Jusque-là, je suis comme vous, je ne sais qu’admirer. La poésie ne déroge pas du tout
en dessinant la sainteté et en coloriant la piété sous trois formes, le frère, la sœur
et la servante : trio de candeur et de vertu qui psalmodie,
chacun dans sa
langue, le même hymne à Dieu dans le peuple !
Ce n’est pas que cette rencontre d’un évêque émigré avec ce féroce conventionnel,
presque régicide, ne soit peinte aussi avec l’énergie du pinceau de l’écrivain.
« … Le conventionnel mourant, le buste droit, la voix vibrante, était, dit-il,
un de ces grands octogénaires qui font l’élément du physiologiste ; la révolution a eu
beaucoup de ces hommes proportionnés à l’époque ; on sentait, dans ce vieillard,
l’homme à l’épreuve ; si près de sa fin, il avait conservé tous les gestes de la
santé ; il y avait dans son œil clair, dans son accent ferme, dans ses robustes
mouvements d’épaules, de quoi déconcerter la mort. Azaël, l’ange mahométan du
sépulcre, eût rebroussé chemin, et eût cru se tromper de porte…..
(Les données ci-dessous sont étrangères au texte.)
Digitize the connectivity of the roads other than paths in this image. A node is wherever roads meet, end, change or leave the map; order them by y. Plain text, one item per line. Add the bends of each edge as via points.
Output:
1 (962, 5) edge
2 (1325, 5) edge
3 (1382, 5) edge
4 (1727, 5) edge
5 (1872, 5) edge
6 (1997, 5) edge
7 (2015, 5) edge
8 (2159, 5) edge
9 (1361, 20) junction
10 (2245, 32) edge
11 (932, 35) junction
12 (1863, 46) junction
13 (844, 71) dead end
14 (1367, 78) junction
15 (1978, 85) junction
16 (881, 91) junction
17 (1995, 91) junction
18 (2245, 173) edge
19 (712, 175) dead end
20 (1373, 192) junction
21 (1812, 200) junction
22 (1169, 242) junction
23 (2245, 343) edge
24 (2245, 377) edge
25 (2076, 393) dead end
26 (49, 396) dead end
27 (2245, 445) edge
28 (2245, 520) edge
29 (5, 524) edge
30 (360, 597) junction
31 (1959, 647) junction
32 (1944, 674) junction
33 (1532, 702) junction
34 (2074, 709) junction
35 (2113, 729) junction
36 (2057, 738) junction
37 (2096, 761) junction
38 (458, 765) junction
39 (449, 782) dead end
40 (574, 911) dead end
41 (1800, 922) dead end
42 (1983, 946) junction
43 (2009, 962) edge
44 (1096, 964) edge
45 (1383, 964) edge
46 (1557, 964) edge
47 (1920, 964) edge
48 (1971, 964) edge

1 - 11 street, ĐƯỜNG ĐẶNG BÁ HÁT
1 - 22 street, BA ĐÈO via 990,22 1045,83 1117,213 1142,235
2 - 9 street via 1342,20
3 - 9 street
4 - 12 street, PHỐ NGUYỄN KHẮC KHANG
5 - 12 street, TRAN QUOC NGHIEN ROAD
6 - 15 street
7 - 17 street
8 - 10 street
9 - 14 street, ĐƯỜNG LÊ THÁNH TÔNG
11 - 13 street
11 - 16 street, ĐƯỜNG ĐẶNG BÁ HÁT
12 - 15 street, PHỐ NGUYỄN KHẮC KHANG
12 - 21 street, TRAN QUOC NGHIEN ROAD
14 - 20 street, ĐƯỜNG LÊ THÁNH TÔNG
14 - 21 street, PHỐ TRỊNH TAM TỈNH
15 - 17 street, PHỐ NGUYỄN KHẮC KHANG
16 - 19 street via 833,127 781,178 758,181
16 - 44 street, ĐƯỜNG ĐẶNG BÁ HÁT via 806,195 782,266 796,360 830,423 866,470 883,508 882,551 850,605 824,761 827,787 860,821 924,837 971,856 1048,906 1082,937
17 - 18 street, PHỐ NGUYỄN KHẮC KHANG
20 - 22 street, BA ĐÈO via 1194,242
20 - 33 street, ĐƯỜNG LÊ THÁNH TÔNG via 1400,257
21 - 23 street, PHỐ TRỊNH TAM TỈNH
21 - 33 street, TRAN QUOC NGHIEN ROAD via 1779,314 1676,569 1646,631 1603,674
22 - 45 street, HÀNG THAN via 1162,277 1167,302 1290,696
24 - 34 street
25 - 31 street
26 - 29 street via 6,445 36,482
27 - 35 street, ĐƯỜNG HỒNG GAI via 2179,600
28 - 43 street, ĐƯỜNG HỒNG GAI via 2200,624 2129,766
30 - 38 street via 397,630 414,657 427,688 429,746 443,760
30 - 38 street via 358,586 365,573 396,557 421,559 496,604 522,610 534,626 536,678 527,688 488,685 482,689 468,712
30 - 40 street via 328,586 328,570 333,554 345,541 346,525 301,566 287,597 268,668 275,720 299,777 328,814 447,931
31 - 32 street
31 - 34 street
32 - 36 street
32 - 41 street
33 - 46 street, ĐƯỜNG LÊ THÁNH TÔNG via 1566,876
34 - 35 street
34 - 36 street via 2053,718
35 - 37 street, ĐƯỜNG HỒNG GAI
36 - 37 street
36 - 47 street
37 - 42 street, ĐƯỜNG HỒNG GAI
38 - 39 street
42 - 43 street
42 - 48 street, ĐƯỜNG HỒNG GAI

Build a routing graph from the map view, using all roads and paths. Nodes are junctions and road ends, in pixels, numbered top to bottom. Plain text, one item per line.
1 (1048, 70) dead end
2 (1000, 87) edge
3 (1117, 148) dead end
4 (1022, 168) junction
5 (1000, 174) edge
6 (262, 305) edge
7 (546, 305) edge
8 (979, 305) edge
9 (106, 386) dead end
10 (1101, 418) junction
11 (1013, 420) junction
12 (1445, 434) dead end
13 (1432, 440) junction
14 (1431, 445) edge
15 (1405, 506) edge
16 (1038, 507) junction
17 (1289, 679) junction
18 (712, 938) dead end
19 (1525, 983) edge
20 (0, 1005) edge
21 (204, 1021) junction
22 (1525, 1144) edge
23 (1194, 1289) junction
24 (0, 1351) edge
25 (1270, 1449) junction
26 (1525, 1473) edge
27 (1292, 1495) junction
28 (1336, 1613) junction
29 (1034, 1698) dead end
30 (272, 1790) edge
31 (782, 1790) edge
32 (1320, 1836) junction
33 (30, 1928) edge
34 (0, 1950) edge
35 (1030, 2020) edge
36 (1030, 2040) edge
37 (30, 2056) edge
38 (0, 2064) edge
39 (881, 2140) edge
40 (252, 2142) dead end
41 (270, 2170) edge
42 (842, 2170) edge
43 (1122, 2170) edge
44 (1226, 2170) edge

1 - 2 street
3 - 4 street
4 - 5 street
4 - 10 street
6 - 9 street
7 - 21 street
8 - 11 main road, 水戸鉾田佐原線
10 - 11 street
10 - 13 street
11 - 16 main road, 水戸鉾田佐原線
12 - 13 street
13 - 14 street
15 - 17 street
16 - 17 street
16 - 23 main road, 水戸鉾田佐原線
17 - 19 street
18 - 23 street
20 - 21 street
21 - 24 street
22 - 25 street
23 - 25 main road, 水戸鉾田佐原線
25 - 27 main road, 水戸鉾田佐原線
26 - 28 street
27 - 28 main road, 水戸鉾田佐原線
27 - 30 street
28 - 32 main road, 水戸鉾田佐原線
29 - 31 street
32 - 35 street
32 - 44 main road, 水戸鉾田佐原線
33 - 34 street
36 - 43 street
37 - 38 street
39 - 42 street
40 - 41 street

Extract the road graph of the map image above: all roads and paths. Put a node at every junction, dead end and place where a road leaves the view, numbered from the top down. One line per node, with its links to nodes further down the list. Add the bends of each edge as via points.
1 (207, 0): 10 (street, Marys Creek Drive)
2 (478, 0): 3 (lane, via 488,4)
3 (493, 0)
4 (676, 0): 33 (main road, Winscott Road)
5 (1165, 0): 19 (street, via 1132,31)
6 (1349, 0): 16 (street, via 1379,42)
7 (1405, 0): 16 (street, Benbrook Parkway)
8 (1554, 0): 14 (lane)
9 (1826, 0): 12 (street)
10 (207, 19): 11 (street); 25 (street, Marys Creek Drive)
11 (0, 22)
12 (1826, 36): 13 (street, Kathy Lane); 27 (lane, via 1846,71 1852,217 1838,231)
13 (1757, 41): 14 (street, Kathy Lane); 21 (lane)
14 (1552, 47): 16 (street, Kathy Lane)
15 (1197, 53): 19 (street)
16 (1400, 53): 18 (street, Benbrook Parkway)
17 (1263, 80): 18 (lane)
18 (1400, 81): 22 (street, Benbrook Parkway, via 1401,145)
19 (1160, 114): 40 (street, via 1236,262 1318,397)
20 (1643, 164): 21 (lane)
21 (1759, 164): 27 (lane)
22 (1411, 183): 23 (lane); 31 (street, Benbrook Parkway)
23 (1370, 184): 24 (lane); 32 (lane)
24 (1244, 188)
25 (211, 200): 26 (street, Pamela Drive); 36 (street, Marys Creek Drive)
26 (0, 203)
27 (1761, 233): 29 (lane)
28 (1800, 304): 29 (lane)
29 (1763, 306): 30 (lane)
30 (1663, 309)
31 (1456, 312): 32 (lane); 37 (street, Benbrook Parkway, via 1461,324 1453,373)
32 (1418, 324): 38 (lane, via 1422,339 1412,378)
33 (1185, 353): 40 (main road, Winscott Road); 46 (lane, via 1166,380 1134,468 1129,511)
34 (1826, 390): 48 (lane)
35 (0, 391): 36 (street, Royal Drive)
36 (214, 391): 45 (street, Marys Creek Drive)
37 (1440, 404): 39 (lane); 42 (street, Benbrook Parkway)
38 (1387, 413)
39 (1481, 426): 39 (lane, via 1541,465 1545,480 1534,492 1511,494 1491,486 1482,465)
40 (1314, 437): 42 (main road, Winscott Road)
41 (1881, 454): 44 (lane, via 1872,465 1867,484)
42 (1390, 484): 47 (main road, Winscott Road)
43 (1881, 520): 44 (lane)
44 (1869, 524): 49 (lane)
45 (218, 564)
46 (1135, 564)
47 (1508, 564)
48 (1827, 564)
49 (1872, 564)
« Il semblait mourir parce qu’il le voulait ;
il y avait de la liberté
dans son agonie ; les jambes étaient immobiles, les ténèbres le tenaient par là, les
pieds étaient morts et froids, la tête vivait de toute la puissance de la vie, et
paraissait en pleine lumière. En ce moment il ressemblait à ce roi du conte oriental,
chair par en haut, marbre par en bas.
« Une pierre était là, l’évêque s’y assit ; l’exorde fut
ex abrupto
. »
Les poètes seuls posent ainsi les figures : ce qu’on appelle poésie n’est que la
reproduction vivante et colorée de la vérité. Les autres écrivent, les poètes peignent.
La poésie, c’est la vie des choses, on ne sait si son pinceau est pinceau ou torche,
tant il jette d’ombre et de lumière sur tous les contours de ce qu’il voit ou de ce
qu’il veut faire voir.
Mais ici le poète cesse tout à coup de voir : son regard se trouble, sa vue
s’obscurcit, le soleil de Dieu ne l’éclaire plus. Il veut suppléer à cette clarté qui
tombe du ciel, des étoiles, de la conscience du cœur, par je ne sais quel jour faux
qu’il emprunte à un système qui n’est pas même le sien, le système de la terreur
justifié
par le sophisme ; la beauté de l’homicide, l’innocence de la
férocité, la vertu du crime, la sainteté de la guillotine politique, la légitimité de
l’assassinat juridique de sang-froid, tout ce qui fait horreur aux hommes, tout ce qui
fait resplendir d’une lueur sanglante, d’une tache de feu, les noms malheureux des
hommes qui ont tué en masse ou en détail leurs frères innocents, il le comprend, il le
justifie, il l’exalte, il le transfigure, il le divinise.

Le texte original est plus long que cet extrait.